The Giunti were shrewd and especially quick to pick up on new and potentially profitable trends. Bernardo’s father Filippo (1450–1517) had been quick to imitate or plagiarize the new small-format, italic-type Aldine editions for which Aldus appears to have successfully sued Filippo Giunti. And although the out and out forgeries ceased, Filippo continued to use italic typefaces. Perhaps the most notable feature of the Giunti italic used for typesetting the Florentine edition of The Prince is its oversized ampersand. Note too that the italic lowercase is paired with upright capitals, as were almost all italics until the late 1530s. (see Typographic Firsts, p. 52).

Above: a printed guide letter m in Bernardo Giunti’s May 1523 edition of The Prince.

Spaces are left for initials but, as was increasingly common in books of this period, those spaces were not filled with hand-painted or printed initials but left as they were — with the guide letter printed in the center of that little calm lake of white space serving well the purpose of pause and emphasis. The fashion is part taste, part economics: as the cost of books fell (significantly), then the relative cost of paying a rubricator or scribe to add in those initials by hand increased, to the extent, that for some books, the cost of adding in those hand-written elements exceeded the cost of the book itself.

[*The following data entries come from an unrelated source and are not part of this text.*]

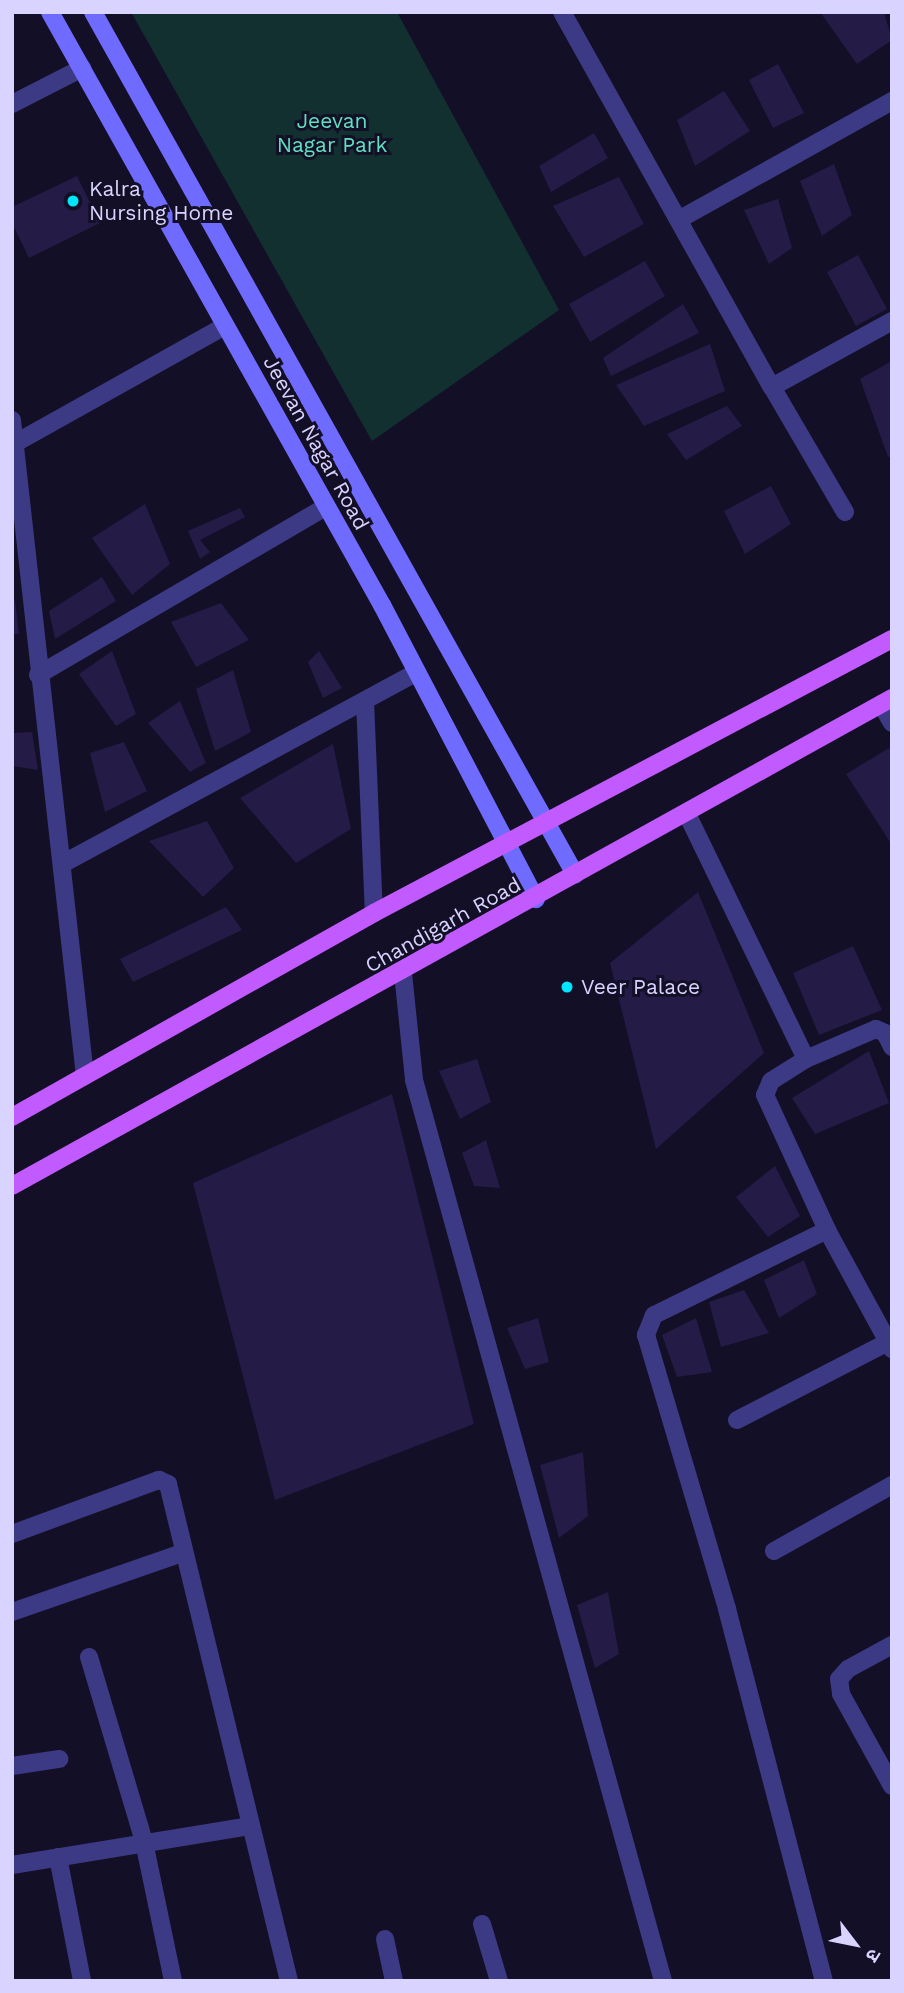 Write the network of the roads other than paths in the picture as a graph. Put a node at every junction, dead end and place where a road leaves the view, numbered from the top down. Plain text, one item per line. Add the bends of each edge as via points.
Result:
1 (50, 12) edge
2 (93, 12) edge
3 (562, 12) edge
4 (82, 68) junction
5 (892, 101) edge
6 (12, 104) edge
7 (680, 219) junction
8 (892, 321) edge
9 (225, 326) junction
10 (772, 387) junction
11 (12, 420) edge
12 (14, 444) edge
13 (326, 506) junction
14 (845, 512) dead end
15 (892, 639) edge
16 (417, 673) junction
17 (38, 675) junction
18 (365, 701) junction
19 (886, 701) edge
20 (892, 723) edge
21 (687, 814) junction
22 (547, 822) junction
23 (507, 843) junction
24 (64, 863) junction
25 (575, 874) junction
26 (536, 899) junction
27 (374, 913) junction
28 (402, 973) junction
29 (892, 1047) edge
30 (806, 1059) junction
31 (85, 1076) junction
32 (12, 1117) edge
33 (12, 1186) edge
34 (827, 1230) junction
35 (890, 1345) edge
36 (737, 1420) dead end
37 (892, 1485) edge
38 (12, 1534) edge
39 (774, 1551) dead end
40 (182, 1553) junction
41 (12, 1612) edge
42 (892, 1645) edge
43 (89, 1657) dead end
44 (59, 1759) dead end
45 (12, 1766) edge
46 (892, 1786) edge
47 (251, 1826) junction
48 (144, 1842) junction
49 (58, 1857) junction
50 (12, 1865) edge
51 (482, 1924) dead end
52 (385, 1939) dead end
53 (82, 1981) edge
54 (173, 1981) edge
55 (289, 1981) edge
56 (394, 1981) edge
57 (499, 1981) edge
58 (663, 1981) edge
59 (824, 1981) edge

1 - 4 street, Jeevan Nagar Road
2 - 22 street, Jeevan Nagar Road
3 - 7 street
4 - 6 street
4 - 9 street, Jeevan Nagar Road
5 - 7 street
7 - 10 street
8 - 10 street
9 - 12 street
9 - 13 street, Jeevan Nagar Road
10 - 14 street
11 - 12 street
12 - 17 street
13 - 16 street, Jeevan Nagar Road
13 - 17 street
15 - 22 main road, Chandigarh Road
16 - 18 street
16 - 23 street, Jeevan Nagar Road
17 - 24 street
18 - 24 street
18 - 27 street
19 - 20 street
19 - 21 main road, Chandigarh Road
21 - 25 main road, Chandigarh Road
21 - 30 street
22 - 23 main road, Chandigarh Road
22 - 25 street, Jeevan Nagar Road
23 - 26 street, Jeevan Nagar Road
23 - 27 main road, Chandigarh Road
24 - 31 street
25 - 26 main road, Chandigarh Road
26 - 28 main road, Chandigarh Road
27 - 31 main road, Chandigarh Road
28 - 33 main road, Chandigarh Road
28 - 58 street via 414,1080
29 - 30 street via 885,1033 876,1029
30 - 34 street via 771,1081 765,1096
31 - 32 main road, Chandigarh Road
34 - 35 street
34 - 59 street via 654,1315 646,1335 727,1609
35 - 36 street
37 - 39 street
38 - 40 street via 159,1480 169,1485
40 - 41 street
40 - 47 street
42 - 46 street via 848,1669 839,1679 841,1694
43 - 48 street
44 - 45 street
47 - 48 street
47 - 55 street
48 - 49 street
48 - 54 street
49 - 50 street
49 - 53 street
51 - 57 street
52 - 56 street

A quick thumb through catalogues of sixteenth-century books reveals that Machiavelli was also published in Venice shortly after the papal privileges granted to Blado and Giunti. Were the Venetian printers also granted papal protections? Not at all! But then the Venetians lived in a world of their own and for them, the whole point of being a Republic was that no one could tell them what to do, so they simply ignored the papal privileges granted to Blado and Giunti, even issuing their own for local printers.

The Prince was not translated into English until the end of the sixteenth century. The first printed English edition appeared in 1640 in a very small (duodecimo) format, measuring just 14.5 x 8 cm and printed in London by Richard Bishop (fl. 1636–54).

In Conclusion
Machiavelli’s ideal leader or prince might be ruthless, calculating and amoral but no more so than most Renaissance autocrats and wannabe tyrants, whether secular or ecclesiastical. Ultimately, The Prince is about the acquisition, maintenance and wielding of political power. If you wish to become a despotic autocrat who rides roughshod over ethics and truth, then it’s a fine play book. And if you don’t, then it is still an important book and worth reading for its insights into the minds of those who believe that the ends always justify the means — a notion still alarmingly prevalent in present-day politics.

If you’re interested in learning more about Machiavelli and his work, then for a good overview, see the Stanford Encyclopedia of Philosophy. If you don’t wish to read a biography of Machiavelli or to read The Prince from cover to cover (or listen to the audio book), then I suggest the BBC documentary.

Header image: Detail from Portrait of a Young Man by the artist-poet Bronzino, 1530s. Thanks to The Met.

To end on a lighter note: A number of quotes have been misattributed to Machiavelli’s The Prince but my favorite has to be, ‘Keep your friends close, and your enemies closer.’ Although Machiavelli covers the topic of friends and enemies, this quote is actually from the 1974 movie, The Godfather, Part II.